_DIRECTIONS:_ Extract all lines from the data beneath that include the word "Parkway".

↓↓↓

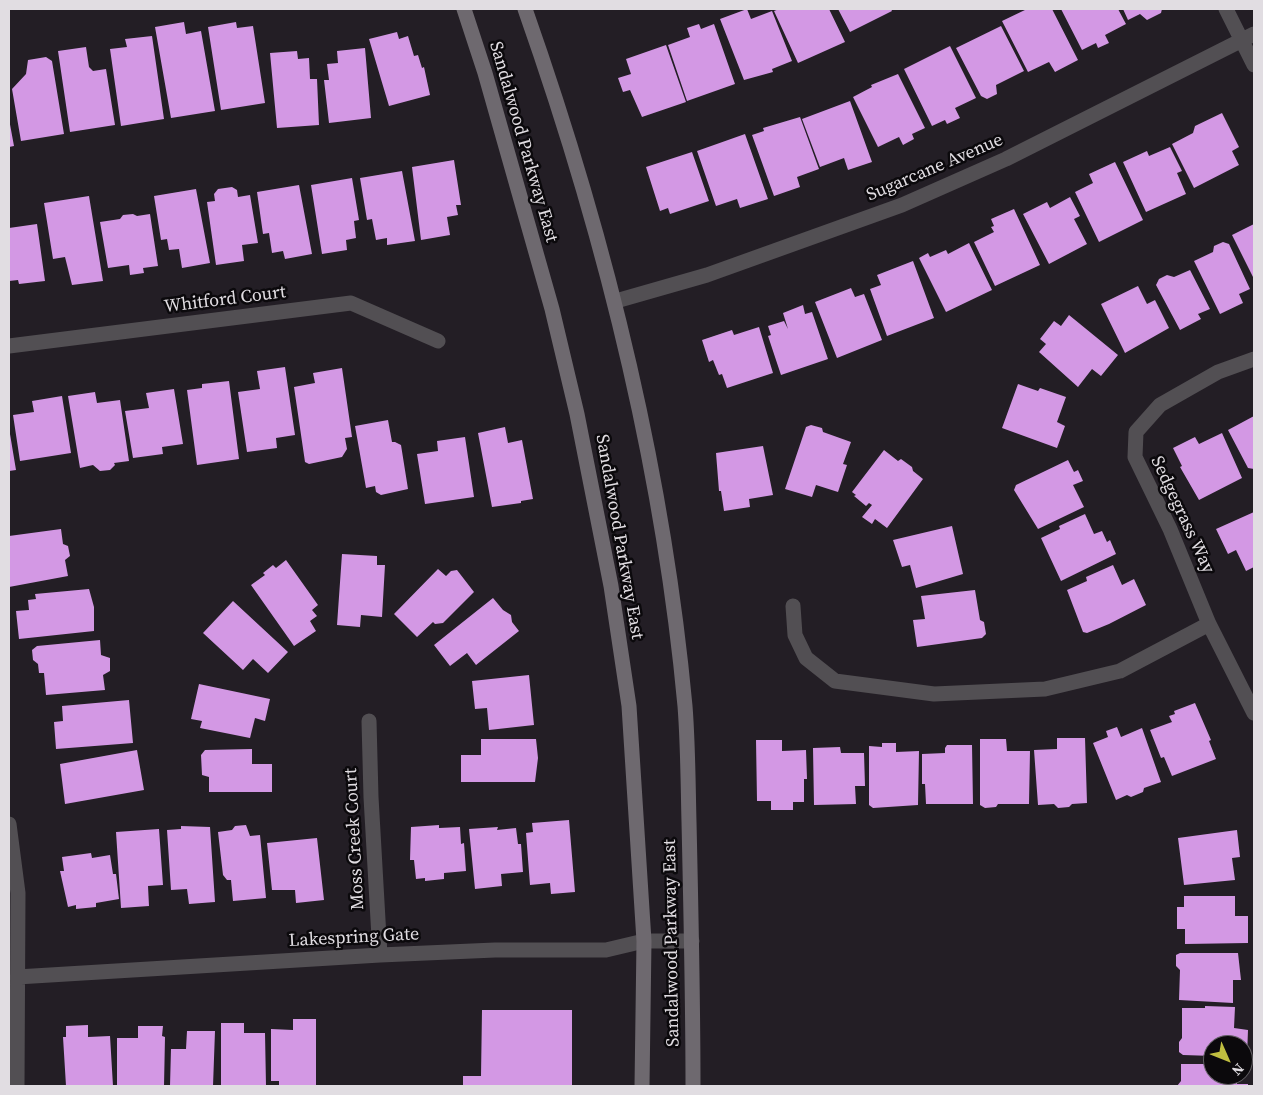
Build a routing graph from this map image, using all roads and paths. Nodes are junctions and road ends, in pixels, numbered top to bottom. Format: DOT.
graph roads {
  1 [pos="464,9"];
  2 [pos="525,9"];
  3 [pos="1226,9"];
  4 [pos="1247,37"];
  5 [pos="1254,65"];
  6 [pos="616,301"];
  7 [pos="438,341"];
  8 [pos="9,346"];
  9 [pos="1254,358"];
  10 [pos="793,606"];
  11 [pos="1209,624"];
  12 [pos="1254,713"];
  13 [pos="369,721"];
  14 [pos="9,824"];
  15 [pos="644,941"];
  16 [pos="692,941"];
  17 [pos="380,955"];
  18 [pos="18,978"];
  19 [pos="17,1086"];
  20 [pos="642,1086"];
  21 [pos="693,1086"];
  1 -- 15 [label="main road, Sandalwood Parkway East"];
  2 -- 6 [label="main road, Sandalwood Parkway East"];
  3 -- 4 [label="street"];
  4 -- 5 [label="street"];
  4 -- 6 [label="street, Sugarcane Avenue"];
  6 -- 16 [label="main road, Sandalwood Parkway East"];
  7 -- 8 [label="street, Whitford Court"];
  9 -- 11 [label="street, Sedgegrass Way"];
  10 -- 11 [label="street"];
  11 -- 12 [label="street, Sedgegrass Way"];
  13 -- 17 [label="street, Moss Creek Court"];
  14 -- 18 [label="street"];
  15 -- 16 [label="street, Lakespring Gate"];
  15 -- 17 [label="street, Lakespring Gate"];
  15 -- 20 [label="main road, Sandalwood Parkway East"];
  16 -- 21 [label="main road, Sandalwood Parkway East"];
  17 -- 18 [label="street, Lakespring Gate"];
  18 -- 19 [label="street"];
}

↑↑↑

_EXERCISE SOLUTION:_
  1 -- 15 [label="main road, Sandalwood Parkway East"];
  2 -- 6 [label="main road, Sandalwood Parkway East"];
  6 -- 16 [label="main road, Sandalwood Parkway East"];
  15 -- 20 [label="main road, Sandalwood Parkway East"];
  16 -- 21 [label="main road, Sandalwood Parkway East"];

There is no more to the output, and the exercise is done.